Dataset entries

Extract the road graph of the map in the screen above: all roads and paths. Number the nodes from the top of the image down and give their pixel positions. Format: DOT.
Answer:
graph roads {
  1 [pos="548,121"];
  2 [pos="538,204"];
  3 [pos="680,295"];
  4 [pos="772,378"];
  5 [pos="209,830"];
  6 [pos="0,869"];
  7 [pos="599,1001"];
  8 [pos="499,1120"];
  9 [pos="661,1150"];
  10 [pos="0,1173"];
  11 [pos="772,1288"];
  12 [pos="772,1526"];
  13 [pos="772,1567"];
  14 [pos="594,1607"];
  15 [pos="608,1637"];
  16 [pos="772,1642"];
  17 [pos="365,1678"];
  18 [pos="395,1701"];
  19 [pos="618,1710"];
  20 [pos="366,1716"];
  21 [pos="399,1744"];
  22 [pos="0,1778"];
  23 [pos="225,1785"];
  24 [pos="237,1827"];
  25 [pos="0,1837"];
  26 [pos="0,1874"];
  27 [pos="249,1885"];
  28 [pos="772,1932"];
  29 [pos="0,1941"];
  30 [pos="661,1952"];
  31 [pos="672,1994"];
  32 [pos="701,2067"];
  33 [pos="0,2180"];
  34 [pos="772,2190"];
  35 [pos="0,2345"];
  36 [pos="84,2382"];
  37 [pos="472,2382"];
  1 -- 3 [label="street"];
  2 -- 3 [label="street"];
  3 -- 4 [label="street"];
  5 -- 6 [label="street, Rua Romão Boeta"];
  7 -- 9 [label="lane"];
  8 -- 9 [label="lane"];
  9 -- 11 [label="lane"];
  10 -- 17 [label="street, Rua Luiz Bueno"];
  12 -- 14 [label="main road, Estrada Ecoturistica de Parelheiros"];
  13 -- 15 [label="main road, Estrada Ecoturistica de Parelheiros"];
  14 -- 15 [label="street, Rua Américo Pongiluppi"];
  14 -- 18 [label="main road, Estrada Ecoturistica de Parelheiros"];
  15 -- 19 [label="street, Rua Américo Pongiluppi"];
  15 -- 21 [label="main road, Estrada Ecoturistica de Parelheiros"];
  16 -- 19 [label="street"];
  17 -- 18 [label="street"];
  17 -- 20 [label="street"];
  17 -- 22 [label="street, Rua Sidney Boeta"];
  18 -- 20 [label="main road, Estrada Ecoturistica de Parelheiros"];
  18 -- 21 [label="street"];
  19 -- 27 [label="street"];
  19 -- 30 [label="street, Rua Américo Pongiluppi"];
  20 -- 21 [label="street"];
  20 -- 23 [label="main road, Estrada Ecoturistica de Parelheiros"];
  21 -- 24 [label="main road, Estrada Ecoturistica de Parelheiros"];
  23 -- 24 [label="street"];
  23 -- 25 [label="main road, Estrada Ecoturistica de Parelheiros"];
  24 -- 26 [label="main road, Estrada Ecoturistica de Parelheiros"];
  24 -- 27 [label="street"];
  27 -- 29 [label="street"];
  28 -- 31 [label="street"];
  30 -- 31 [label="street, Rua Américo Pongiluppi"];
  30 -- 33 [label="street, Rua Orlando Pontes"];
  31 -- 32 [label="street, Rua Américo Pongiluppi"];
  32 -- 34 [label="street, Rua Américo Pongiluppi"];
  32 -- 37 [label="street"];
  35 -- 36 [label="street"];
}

-- Problem statement --
Produce the entries above once more, identical in every detail.

-- Your solution --
Extract the road graph of the map in the screen above: all roads and paths. Number the nodes from the top of the image down and give their pixel positions. Format: DOT.
Answer:
graph roads {
  1 [pos="548,121"];
  2 [pos="538,204"];
  3 [pos="680,295"];
  4 [pos="772,378"];
  5 [pos="209,830"];
  6 [pos="0,869"];
  7 [pos="599,1001"];
  8 [pos="499,1120"];
  9 [pos="661,1150"];
  10 [pos="0,1173"];
  11 [pos="772,1288"];
  12 [pos="772,1526"];
  13 [pos="772,1567"];
  14 [pos="594,1607"];
  15 [pos="608,1637"];
  16 [pos="772,1642"];
  17 [pos="365,1678"];
  18 [pos="395,1701"];
  19 [pos="618,1710"];
  20 [pos="366,1716"];
  21 [pos="399,1744"];
  22 [pos="0,1778"];
  23 [pos="225,1785"];
  24 [pos="237,1827"];
  25 [pos="0,1837"];
  26 [pos="0,1874"];
  27 [pos="249,1885"];
  28 [pos="772,1932"];
  29 [pos="0,1941"];
  30 [pos="661,1952"];
  31 [pos="672,1994"];
  32 [pos="701,2067"];
  33 [pos="0,2180"];
  34 [pos="772,2190"];
  35 [pos="0,2345"];
  36 [pos="84,2382"];
  37 [pos="472,2382"];
  1 -- 3 [label="street"];
  2 -- 3 [label="street"];
  3 -- 4 [label="street"];
  5 -- 6 [label="street, Rua Romão Boeta"];
  7 -- 9 [label="lane"];
  8 -- 9 [label="lane"];
  9 -- 11 [label="lane"];
  10 -- 17 [label="street, Rua Luiz Bueno"];
  12 -- 14 [label="main road, Estrada Ecoturistica de Parelheiros"];
  13 -- 15 [label="main road, Estrada Ecoturistica de Parelheiros"];
  14 -- 15 [label="street, Rua Américo Pongiluppi"];
  14 -- 18 [label="main road, Estrada Ecoturistica de Parelheiros"];
  15 -- 19 [label="street, Rua Américo Pongiluppi"];
  15 -- 21 [label="main road, Estrada Ecoturistica de Parelheiros"];
  16 -- 19 [label="street"];
  17 -- 18 [label="street"];
  17 -- 20 [label="street"];
  17 -- 22 [label="street, Rua Sidney Boeta"];
  18 -- 20 [label="main road, Estrada Ecoturistica de Parelheiros"];
  18 -- 21 [label="street"];
  19 -- 27 [label="street"];
  19 -- 30 [label="street, Rua Américo Pongiluppi"];
  20 -- 21 [label="street"];
  20 -- 23 [label="main road, Estrada Ecoturistica de Parelheiros"];
  21 -- 24 [label="main road, Estrada Ecoturistica de Parelheiros"];
  23 -- 24 [label="street"];
  23 -- 25 [label="main road, Estrada Ecoturistica de Parelheiros"];
  24 -- 26 [label="main road, Estrada Ecoturistica de Parelheiros"];
  24 -- 27 [label="street"];
  27 -- 29 [label="street"];
  28 -- 31 [label="street"];
  30 -- 31 [label="street, Rua Américo Pongiluppi"];
  30 -- 33 [label="street, Rua Orlando Pontes"];
  31 -- 32 [label="street, Rua Américo Pongiluppi"];
  32 -- 34 [label="street, Rua Américo Pongiluppi"];
  32 -- 37 [label="street"];
  35 -- 36 [label="street"];
}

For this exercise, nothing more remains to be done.